Odin: The title V is very revealing. As you point out, it is an iconographic image, but it also stands for many other things, for example, virginity, abstraction, bird’s flight among others. Most of all it refers to the conical hat of witches who were persecuted for daring to seek knowledge. How did you stumble upon this multivalence of V in both written alphabet and the shape that symbolizes an idea?

I said: “V is at first the waveshape. Hold a stylus to stone and move your stone-holding hand back and forth. With perceptible physical effort, you inscribe the stone with V, with V’s, VVV, a waveform, zigzag, ricrac.

“V is next the shape of an open book, here opened far enough to let the text jump up to a vertical screen. V is the shape of an entire assembly of geese in flight. Flying in V formation the whole flock adds 71% greater flying range than if the bird flew alone.

“V is lifted wings and a witch’s hat, if you turn it over. It is critical that you do turn the book V over to read it. From this gesture in 3-space you move to vertical reading on a screen. The dimensionality onscreen is given by reader-action, by decays and overlays that reader choice brings about. It is also given by images such as the Dipper constellation. The Little Dipper portion is indeed a dipper shape, but it is paired with the Big Dipper which is a bear’s head, referencing its Latin name Ursa Major. This “condensation” of levels, of image and name, is very characteristic of electronic media, though usually the levels are text and code. But in receiving that image you are receiving some hybrid, a cognitive image operating on several levels.

“If L’una is the moon (luna), it is also a solitary female one (l’una). If the moon is the mother, then a shift in what “mother” is takes place. It is the solitary woman who comes forward. L’una, “the one,” is also the daughter Persephone disappearing, this time under the sea. The lost daughter is also Weil, lost to her mother at age 34. The mother-daughter and the solitary-wise-woman-witch figures become fluid, turn into one another. In V: WaveSon.nets/Losing L’una, waves of sound on a network carry L’una away, but she resurfaces in V: Vniverse. At the end of the WaveSon.nets Weil stands swaying at prayer in the stance of a rabbi she could not have been, a dragonfly above her head. She doesn’t stand outside time or make a system. She works from this transgressive body, transgressive for a Jewish prophet.”

There is certainly an emphasis on women and their difficult historical experience in V: WaveSon.nets/Losing L’una, in all of its parts. If there is one figure that comes through more than others, it is certainly Simone Weil.



Do you consider yourself to be an Avant Garde writer? Why or why not?

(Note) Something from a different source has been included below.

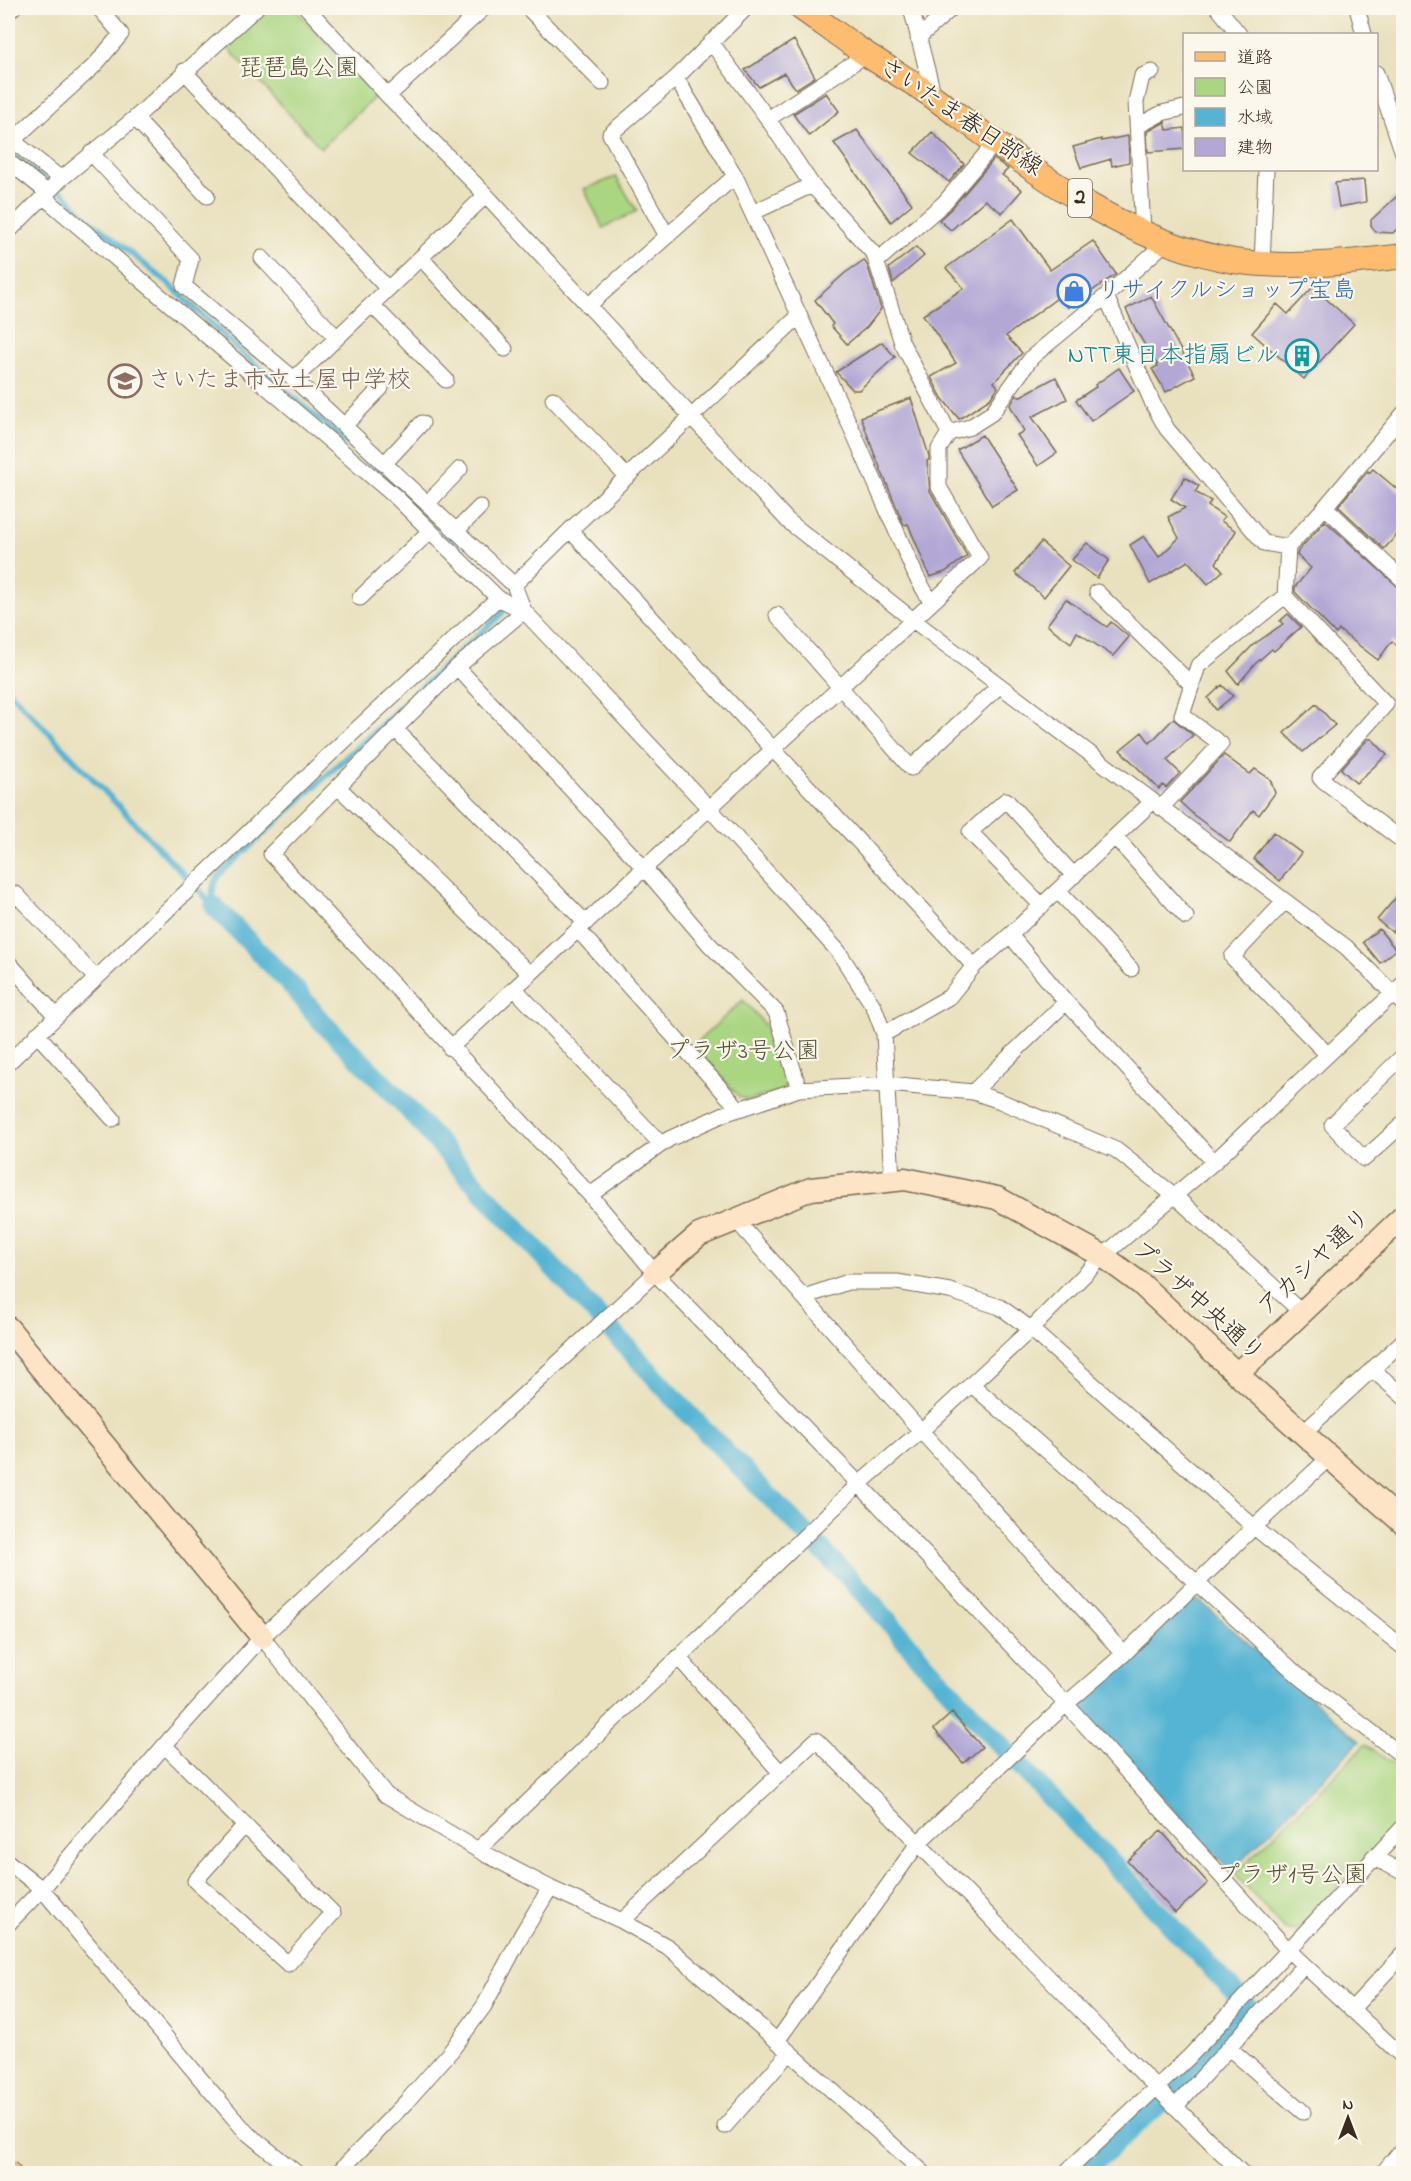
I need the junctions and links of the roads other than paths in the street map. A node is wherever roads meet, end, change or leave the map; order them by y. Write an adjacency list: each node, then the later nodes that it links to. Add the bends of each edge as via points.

Sometimes I do, because using software to make poems, and thinking of poems as structures moving in suggested 3-dimensional space (or actual 3-dimensional space, as in an installation) is not a traditional practice. Poems with the constraints of galaxies or proteins—that has not been the traditional view. On the other hand, such poems are extremely firmly structured, which might be thought to be a traditional trait.

I sometimes feel like an archaic poet, because I am very immersed in and seduced by the music of poetry. I am interested in communal and collaborative structures which are, also, in a certain sense, archaic—though technology is certainly refiguring communality and collaboration. Poems were early forms of knowing. I think today, faced with the incredible complexity of worldwide interconnectedness (including multiple languages) and with the pressure of cascades of data, poems may again become a form of knowing—knowing ourselves, our world, and knowing more about the systems we are relying on—through means that only software allows us to discover.